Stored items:
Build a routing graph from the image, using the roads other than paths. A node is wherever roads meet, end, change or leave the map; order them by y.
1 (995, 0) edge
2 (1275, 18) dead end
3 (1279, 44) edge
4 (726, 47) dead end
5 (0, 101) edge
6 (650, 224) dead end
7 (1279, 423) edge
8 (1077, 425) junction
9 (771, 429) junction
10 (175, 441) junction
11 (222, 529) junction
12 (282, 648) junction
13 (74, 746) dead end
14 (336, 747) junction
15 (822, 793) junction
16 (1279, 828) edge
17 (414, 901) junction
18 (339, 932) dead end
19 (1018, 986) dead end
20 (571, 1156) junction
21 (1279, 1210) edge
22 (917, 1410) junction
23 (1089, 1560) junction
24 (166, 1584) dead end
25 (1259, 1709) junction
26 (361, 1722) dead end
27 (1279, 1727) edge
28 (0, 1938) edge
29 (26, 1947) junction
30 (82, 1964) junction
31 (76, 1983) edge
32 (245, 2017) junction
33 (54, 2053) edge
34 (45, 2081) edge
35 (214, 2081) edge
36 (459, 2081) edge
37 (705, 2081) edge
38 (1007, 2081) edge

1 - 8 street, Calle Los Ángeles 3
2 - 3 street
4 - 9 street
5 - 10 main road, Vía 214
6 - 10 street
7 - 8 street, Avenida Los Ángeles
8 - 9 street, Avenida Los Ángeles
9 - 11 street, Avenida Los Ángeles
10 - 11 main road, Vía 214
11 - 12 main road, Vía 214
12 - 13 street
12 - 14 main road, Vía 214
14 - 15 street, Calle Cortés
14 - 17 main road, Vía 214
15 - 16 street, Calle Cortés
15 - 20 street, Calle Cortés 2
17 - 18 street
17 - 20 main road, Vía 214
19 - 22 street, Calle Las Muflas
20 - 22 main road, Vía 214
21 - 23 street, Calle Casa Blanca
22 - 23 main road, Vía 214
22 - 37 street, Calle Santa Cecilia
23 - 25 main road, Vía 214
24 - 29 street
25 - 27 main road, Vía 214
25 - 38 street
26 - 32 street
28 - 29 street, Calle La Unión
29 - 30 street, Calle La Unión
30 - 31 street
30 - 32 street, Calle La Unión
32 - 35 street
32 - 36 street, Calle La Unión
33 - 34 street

...

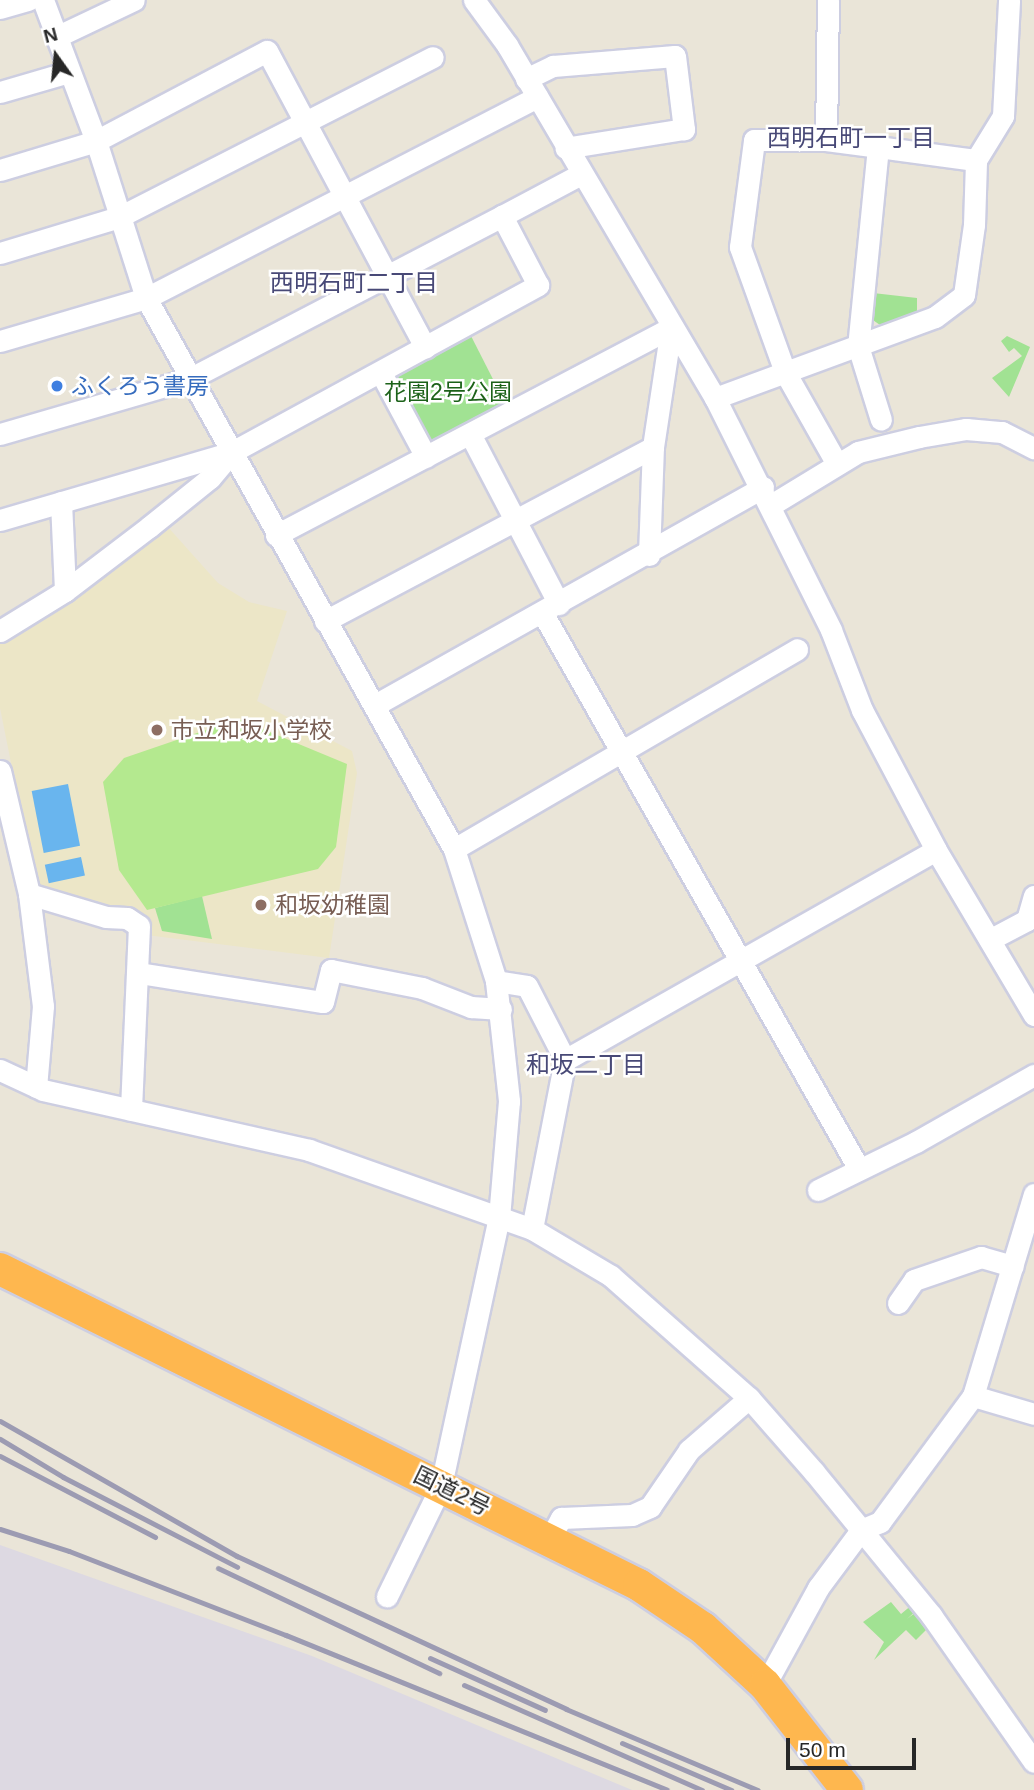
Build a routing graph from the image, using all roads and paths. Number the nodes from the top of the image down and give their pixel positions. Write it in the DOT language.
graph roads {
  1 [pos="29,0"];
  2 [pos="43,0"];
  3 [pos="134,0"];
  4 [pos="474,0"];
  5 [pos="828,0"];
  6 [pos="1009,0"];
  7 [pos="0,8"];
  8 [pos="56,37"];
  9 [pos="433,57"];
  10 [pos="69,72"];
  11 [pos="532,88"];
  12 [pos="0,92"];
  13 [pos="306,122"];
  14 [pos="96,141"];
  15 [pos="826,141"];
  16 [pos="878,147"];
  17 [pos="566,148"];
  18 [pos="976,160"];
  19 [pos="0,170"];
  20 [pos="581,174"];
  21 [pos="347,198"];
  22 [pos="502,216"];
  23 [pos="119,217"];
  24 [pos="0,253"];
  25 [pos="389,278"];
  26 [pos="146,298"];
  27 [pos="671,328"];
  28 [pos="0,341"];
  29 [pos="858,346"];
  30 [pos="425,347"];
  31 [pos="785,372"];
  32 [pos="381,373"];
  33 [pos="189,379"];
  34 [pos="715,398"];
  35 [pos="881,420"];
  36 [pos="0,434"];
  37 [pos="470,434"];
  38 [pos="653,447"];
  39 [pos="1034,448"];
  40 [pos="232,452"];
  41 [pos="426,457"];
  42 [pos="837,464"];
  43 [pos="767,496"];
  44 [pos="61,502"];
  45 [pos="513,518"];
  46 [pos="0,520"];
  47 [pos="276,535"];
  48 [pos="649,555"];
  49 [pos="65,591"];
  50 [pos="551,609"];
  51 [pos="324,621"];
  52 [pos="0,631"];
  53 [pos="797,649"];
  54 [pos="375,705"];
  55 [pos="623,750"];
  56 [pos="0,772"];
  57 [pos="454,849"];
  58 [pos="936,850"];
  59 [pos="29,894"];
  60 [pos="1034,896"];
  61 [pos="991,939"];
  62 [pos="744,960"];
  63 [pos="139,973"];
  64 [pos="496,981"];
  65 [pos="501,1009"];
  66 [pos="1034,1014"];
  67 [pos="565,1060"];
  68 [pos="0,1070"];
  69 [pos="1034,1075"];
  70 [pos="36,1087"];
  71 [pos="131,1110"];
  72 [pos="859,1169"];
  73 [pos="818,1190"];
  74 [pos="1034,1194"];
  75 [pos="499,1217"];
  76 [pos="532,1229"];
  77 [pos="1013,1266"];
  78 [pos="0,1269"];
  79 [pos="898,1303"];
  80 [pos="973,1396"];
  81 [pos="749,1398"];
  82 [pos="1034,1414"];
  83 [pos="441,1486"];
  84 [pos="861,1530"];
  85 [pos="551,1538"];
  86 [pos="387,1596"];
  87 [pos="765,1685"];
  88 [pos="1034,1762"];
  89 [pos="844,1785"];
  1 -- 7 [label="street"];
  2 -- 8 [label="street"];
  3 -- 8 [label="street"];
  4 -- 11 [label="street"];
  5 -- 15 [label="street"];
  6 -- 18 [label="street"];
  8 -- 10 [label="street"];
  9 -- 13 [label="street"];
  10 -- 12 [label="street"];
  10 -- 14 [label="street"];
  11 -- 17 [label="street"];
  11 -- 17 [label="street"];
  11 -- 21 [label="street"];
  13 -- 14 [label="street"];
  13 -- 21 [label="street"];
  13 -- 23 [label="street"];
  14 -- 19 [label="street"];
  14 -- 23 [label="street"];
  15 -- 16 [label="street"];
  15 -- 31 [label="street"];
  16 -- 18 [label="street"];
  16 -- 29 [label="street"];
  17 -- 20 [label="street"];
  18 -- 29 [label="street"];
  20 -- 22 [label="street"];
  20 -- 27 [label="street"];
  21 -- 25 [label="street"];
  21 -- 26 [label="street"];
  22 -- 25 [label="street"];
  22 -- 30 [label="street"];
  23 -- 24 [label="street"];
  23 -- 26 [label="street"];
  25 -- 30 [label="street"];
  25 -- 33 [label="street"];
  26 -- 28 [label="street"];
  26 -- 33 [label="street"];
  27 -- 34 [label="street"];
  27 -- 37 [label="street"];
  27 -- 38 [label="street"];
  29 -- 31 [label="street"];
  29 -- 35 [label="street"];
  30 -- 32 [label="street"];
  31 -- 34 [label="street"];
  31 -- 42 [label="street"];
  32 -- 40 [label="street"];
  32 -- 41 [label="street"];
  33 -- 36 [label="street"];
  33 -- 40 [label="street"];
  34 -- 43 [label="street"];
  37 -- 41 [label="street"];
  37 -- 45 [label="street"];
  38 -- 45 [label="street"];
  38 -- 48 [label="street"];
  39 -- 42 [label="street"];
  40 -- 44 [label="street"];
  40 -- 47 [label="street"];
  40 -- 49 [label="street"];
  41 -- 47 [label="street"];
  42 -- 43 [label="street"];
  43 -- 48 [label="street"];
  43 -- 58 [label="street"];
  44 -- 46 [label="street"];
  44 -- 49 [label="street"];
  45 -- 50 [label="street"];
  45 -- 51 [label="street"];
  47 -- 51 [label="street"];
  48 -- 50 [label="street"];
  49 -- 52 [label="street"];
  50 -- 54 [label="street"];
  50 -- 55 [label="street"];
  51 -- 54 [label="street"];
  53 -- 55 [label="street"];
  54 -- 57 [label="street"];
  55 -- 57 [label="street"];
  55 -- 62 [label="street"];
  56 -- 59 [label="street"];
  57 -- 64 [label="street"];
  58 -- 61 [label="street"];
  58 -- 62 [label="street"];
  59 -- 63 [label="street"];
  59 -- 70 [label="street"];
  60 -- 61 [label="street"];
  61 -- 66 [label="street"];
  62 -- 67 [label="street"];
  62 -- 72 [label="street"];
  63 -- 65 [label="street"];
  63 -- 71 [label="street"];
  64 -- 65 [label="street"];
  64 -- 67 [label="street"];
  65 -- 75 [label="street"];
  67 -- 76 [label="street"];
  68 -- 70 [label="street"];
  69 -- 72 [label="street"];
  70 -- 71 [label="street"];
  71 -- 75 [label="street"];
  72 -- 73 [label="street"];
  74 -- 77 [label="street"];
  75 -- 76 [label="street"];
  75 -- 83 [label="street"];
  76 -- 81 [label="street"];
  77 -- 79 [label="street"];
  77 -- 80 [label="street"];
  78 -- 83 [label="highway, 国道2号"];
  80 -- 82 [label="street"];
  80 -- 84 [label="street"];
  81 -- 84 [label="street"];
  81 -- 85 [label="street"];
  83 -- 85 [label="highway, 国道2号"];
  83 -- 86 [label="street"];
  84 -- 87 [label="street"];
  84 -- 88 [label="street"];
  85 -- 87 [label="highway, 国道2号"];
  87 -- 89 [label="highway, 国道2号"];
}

AIM OF THE EXERCISE -> Check the entries above for the word "Build" and copy every line where it turns up.

OUTPUT FOR THIS EXERCISE ->
Build a routing graph from the image, using the roads other than paths. A node is wherever roads meet, end, change or leave the map; order them by y.
Build a routing graph from the image, using all roads and paths. Number the nodes from the top of the image down and give their pixel positions. Write it in the DOT language.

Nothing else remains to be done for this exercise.